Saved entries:
..............................
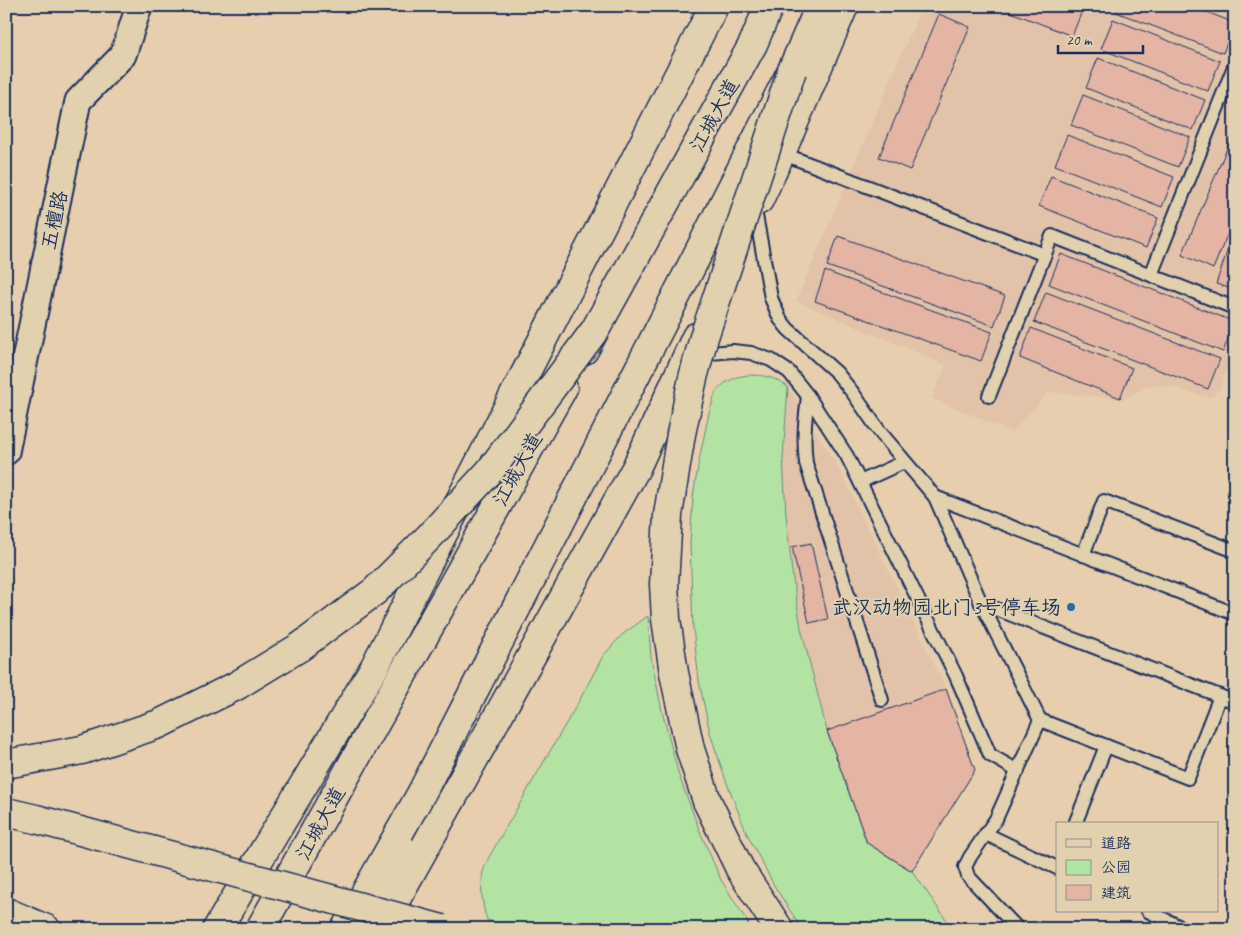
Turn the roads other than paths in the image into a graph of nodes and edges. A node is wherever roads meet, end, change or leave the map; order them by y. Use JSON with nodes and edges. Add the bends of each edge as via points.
{"nodes":[{"id":1,"x":138,"y":6,"type":"edge"},
{"id":2,"x":714,"y":6,"type":"edge"},
{"id":3,"x":768,"y":6,"type":"edge"},
{"id":4,"x":820,"y":6,"type":"edge"},
{"id":5,"x":844,"y":6,"type":"edge"},
{"id":6,"x":1235,"y":64,"type":"edge"},
{"id":7,"x":792,"y":70,"type":"junction"},
{"id":8,"x":781,"y":153,"type":"junction"},
{"id":9,"x":754,"y":210,"type":"junction"},
{"id":10,"x":1045,"y":255,"type":"junction"},
{"id":11,"x":1151,"y":275,"type":"junction"},
{"id":12,"x":1232,"y":306,"type":"dead end"},
{"id":13,"x":595,"y":330,"type":"junction"},
{"id":14,"x":684,"y":363,"type":"junction"},
{"id":15,"x":808,"y":396,"type":"junction"},
{"id":16,"x":989,"y":396,"type":"dead end"},
{"id":17,"x":6,"y":452,"type":"edge"},
{"id":18,"x":904,"y":462,"type":"junction"},
{"id":19,"x":860,"y":482,"type":"junction"},
{"id":20,"x":935,"y":497,"type":"junction"},
{"id":21,"x":1235,"y":551,"type":"edge"},
{"id":22,"x":1083,"y":555,"type":"junction"},
{"id":23,"x":982,"y":603,"type":"junction"},
{"id":24,"x":1235,"y":614,"type":"edge"},
{"id":25,"x":1220,"y":696,"type":"junction"},
{"id":26,"x":882,"y":700,"type":"dead end"},
{"id":27,"x":1235,"y":702,"type":"edge"},
{"id":28,"x":1040,"y":720,"type":"junction"},
{"id":29,"x":1106,"y":746,"type":"junction"},
{"id":30,"x":6,"y":764,"type":"edge"},
{"id":31,"x":1018,"y":771,"type":"junction"},
{"id":32,"x":421,"y":794,"type":"junction"},
{"id":33,"x":6,"y":812,"type":"edge"},
{"id":34,"x":1076,"y":822,"type":"edge"},
{"id":35,"x":986,"y":834,"type":"junction"},
{"id":36,"x":1056,"y":868,"type":"edge"},
{"id":37,"x":6,"y":912,"type":"edge"},
{"id":38,"x":1150,"y":912,"type":"edge"},
{"id":39,"x":261,"y":927,"type":"edge"},
{"id":40,"x":46,"y":929,"type":"edge"},
{"id":41,"x":217,"y":929,"type":"edge"},
{"id":42,"x":346,"y":929,"type":"edge"},
{"id":43,"x":379,"y":929,"type":"edge"},
{"id":44,"x":442,"y":929,"type":"edge"},
{"id":45,"x":779,"y":929,"type":"edge"},
{"id":46,"x":1018,"y":929,"type":"edge"},
{"id":47,"x":1184,"y":929,"type":"edge"}],
"edges":[{"from":1,"to":17,"type":"street","name":"五檀路","via":[[123,55],[78,101]]},
{"from":2,"to":41,"type":"main road","via":[[374,668]]},
{"from":3,"to":13,"type":"main road","name":"江城大道","via":[[753,44]]},
{"from":4,"to":7,"type":"main road"},
{"from":5,"to":8,"type":"main road"},
{"from":6,"to":11,"type":"lane"},
{"from":7,"to":32,"type":"main road","bridge":true},
{"from":7,"to":45,"type":"main road","bridge":true,"via":[[693,378],[668,515],[664,584],[674,673],[690,749],[708,801],[740,869]]},
{"from":8,"to":9,"type":"main road"},
{"from":8,"to":10,"type":"lane"},
{"from":9,"to":14,"type":"main road"},
{"from":9,"to":18,"type":"lane","via":[[771,298],[780,319],[837,373]]},
{"from":10,"to":11,"type":"lane","via":[[1052,236]]},
{"from":10,"to":16,"type":"lane"},
{"from":11,"to":12,"type":"lane"},
{"from":13,"to":30,"type":"main road","bridge":true,"via":[[489,472],[429,537],[375,591],[300,647],[236,686],[159,724],[82,750]]},
{"from":13,"to":39,"type":"main road","name":"江城大道","bridge":true},
{"from":14,"to":15,"type":"lane","via":[[711,353],[751,352],[790,372]]},
{"from":14,"to":43,"type":"main road","via":[[636,468]]},
{"from":15,"to":19,"type":"lane","via":[[848,456]]},
{"from":15,"to":26,"type":"lane","via":[[804,430],[806,463]]},
{"from":18,"to":19,"type":"lane"},
{"from":18,"to":20,"type":"lane"},
{"from":19,"to":31,"type":"lane","via":[[956,676],[990,755]]},
{"from":20,"to":22,"type":"lane"},
{"from":20,"to":23,"type":"lane"},
{"from":21,"to":22,"type":"lane","via":[[1104,501]]},
{"from":22,"to":24,"type":"lane"},
{"from":23,"to":25,"type":"lane"},
{"from":23,"to":28,"type":"lane"},
{"from":25,"to":27,"type":"lane"},
{"from":25,"to":29,"type":"lane","via":[[1188,778]]},
{"from":28,"to":29,"type":"lane"},
{"from":28,"to":31,"type":"lane"},
{"from":29,"to":34,"type":"lane"},
{"from":31,"to":35,"type":"lane"},
{"from":32,"to":42,"type":"main road"},
{"from":32,"to":43,"type":"main road"},
{"from":33,"to":44,"type":"main road","bridge":true},
{"from":35,"to":36,"type":"lane"},
{"from":35,"to":46,"type":"lane","via":[[965,868],[968,876]]},
{"from":37,"to":40,"type":"main road"},
{"from":38,"to":47,"type":"lane"}]}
..............................
Transcribe each of the records above precisely, with no pictures in the copy.

Turn the roads other than paths in the image into a graph of nodes and edges. A node is wherever roads meet, end, change or leave the map; order them by y. Use JSON with nodes and edges. Add the bends of each edge as via points.
{"nodes":[{"id":1,"x":138,"y":6,"type":"edge"},
{"id":2,"x":714,"y":6,"type":"edge"},
{"id":3,"x":768,"y":6,"type":"edge"},
{"id":4,"x":820,"y":6,"type":"edge"},
{"id":5,"x":844,"y":6,"type":"edge"},
{"id":6,"x":1235,"y":64,"type":"edge"},
{"id":7,"x":792,"y":70,"type":"junction"},
{"id":8,"x":781,"y":153,"type":"junction"},
{"id":9,"x":754,"y":210,"type":"junction"},
{"id":10,"x":1045,"y":255,"type":"junction"},
{"id":11,"x":1151,"y":275,"type":"junction"},
{"id":12,"x":1232,"y":306,"type":"dead end"},
{"id":13,"x":595,"y":330,"type":"junction"},
{"id":14,"x":684,"y":363,"type":"junction"},
{"id":15,"x":808,"y":396,"type":"junction"},
{"id":16,"x":989,"y":396,"type":"dead end"},
{"id":17,"x":6,"y":452,"type":"edge"},
{"id":18,"x":904,"y":462,"type":"junction"},
{"id":19,"x":860,"y":482,"type":"junction"},
{"id":20,"x":935,"y":497,"type":"junction"},
{"id":21,"x":1235,"y":551,"type":"edge"},
{"id":22,"x":1083,"y":555,"type":"junction"},
{"id":23,"x":982,"y":603,"type":"junction"},
{"id":24,"x":1235,"y":614,"type":"edge"},
{"id":25,"x":1220,"y":696,"type":"junction"},
{"id":26,"x":882,"y":700,"type":"dead end"},
{"id":27,"x":1235,"y":702,"type":"edge"},
{"id":28,"x":1040,"y":720,"type":"junction"},
{"id":29,"x":1106,"y":746,"type":"junction"},
{"id":30,"x":6,"y":764,"type":"edge"},
{"id":31,"x":1018,"y":771,"type":"junction"},
{"id":32,"x":421,"y":794,"type":"junction"},
{"id":33,"x":6,"y":812,"type":"edge"},
{"id":34,"x":1076,"y":822,"type":"edge"},
{"id":35,"x":986,"y":834,"type":"junction"},
{"id":36,"x":1056,"y":868,"type":"edge"},
{"id":37,"x":6,"y":912,"type":"edge"},
{"id":38,"x":1150,"y":912,"type":"edge"},
{"id":39,"x":261,"y":927,"type":"edge"},
{"id":40,"x":46,"y":929,"type":"edge"},
{"id":41,"x":217,"y":929,"type":"edge"},
{"id":42,"x":346,"y":929,"type":"edge"},
{"id":43,"x":379,"y":929,"type":"edge"},
{"id":44,"x":442,"y":929,"type":"edge"},
{"id":45,"x":779,"y":929,"type":"edge"},
{"id":46,"x":1018,"y":929,"type":"edge"},
{"id":47,"x":1184,"y":929,"type":"edge"}],
"edges":[{"from":1,"to":17,"type":"street","name":"五檀路","via":[[123,55],[78,101]]},
{"from":2,"to":41,"type":"main road","via":[[374,668]]},
{"from":3,"to":13,"type":"main road","name":"江城大道","via":[[753,44]]},
{"from":4,"to":7,"type":"main road"},
{"from":5,"to":8,"type":"main road"},
{"from":6,"to":11,"type":"lane"},
{"from":7,"to":32,"type":"main road","bridge":true},
{"from":7,"to":45,"type":"main road","bridge":true,"via":[[693,378],[668,515],[664,584],[674,673],[690,749],[708,801],[740,869]]},
{"from":8,"to":9,"type":"main road"},
{"from":8,"to":10,"type":"lane"},
{"from":9,"to":14,"type":"main road"},
{"from":9,"to":18,"type":"lane","via":[[771,298],[780,319],[837,373]]},
{"from":10,"to":11,"type":"lane","via":[[1052,236]]},
{"from":10,"to":16,"type":"lane"},
{"from":11,"to":12,"type":"lane"},
{"from":13,"to":30,"type":"main road","bridge":true,"via":[[489,472],[429,537],[375,591],[300,647],[236,686],[159,724],[82,750]]},
{"from":13,"to":39,"type":"main road","name":"江城大道","bridge":true},
{"from":14,"to":15,"type":"lane","via":[[711,353],[751,352],[790,372]]},
{"from":14,"to":43,"type":"main road","via":[[636,468]]},
{"from":15,"to":19,"type":"lane","via":[[848,456]]},
{"from":15,"to":26,"type":"lane","via":[[804,430],[806,463]]},
{"from":18,"to":19,"type":"lane"},
{"from":18,"to":20,"type":"lane"},
{"from":19,"to":31,"type":"lane","via":[[956,676],[990,755]]},
{"from":20,"to":22,"type":"lane"},
{"from":20,"to":23,"type":"lane"},
{"from":21,"to":22,"type":"lane","via":[[1104,501]]},
{"from":22,"to":24,"type":"lane"},
{"from":23,"to":25,"type":"lane"},
{"from":23,"to":28,"type":"lane"},
{"from":25,"to":27,"type":"lane"},
{"from":25,"to":29,"type":"lane","via":[[1188,778]]},
{"from":28,"to":29,"type":"lane"},
{"from":28,"to":31,"type":"lane"},
{"from":29,"to":34,"type":"lane"},
{"from":31,"to":35,"type":"lane"},
{"from":32,"to":42,"type":"main road"},
{"from":32,"to":43,"type":"main road"},
{"from":33,"to":44,"type":"main road","bridge":true},
{"from":35,"to":36,"type":"lane"},
{"from":35,"to":46,"type":"lane","via":[[965,868],[968,876]]},
{"from":37,"to":40,"type":"main road"},
{"from":38,"to":47,"type":"lane"}]}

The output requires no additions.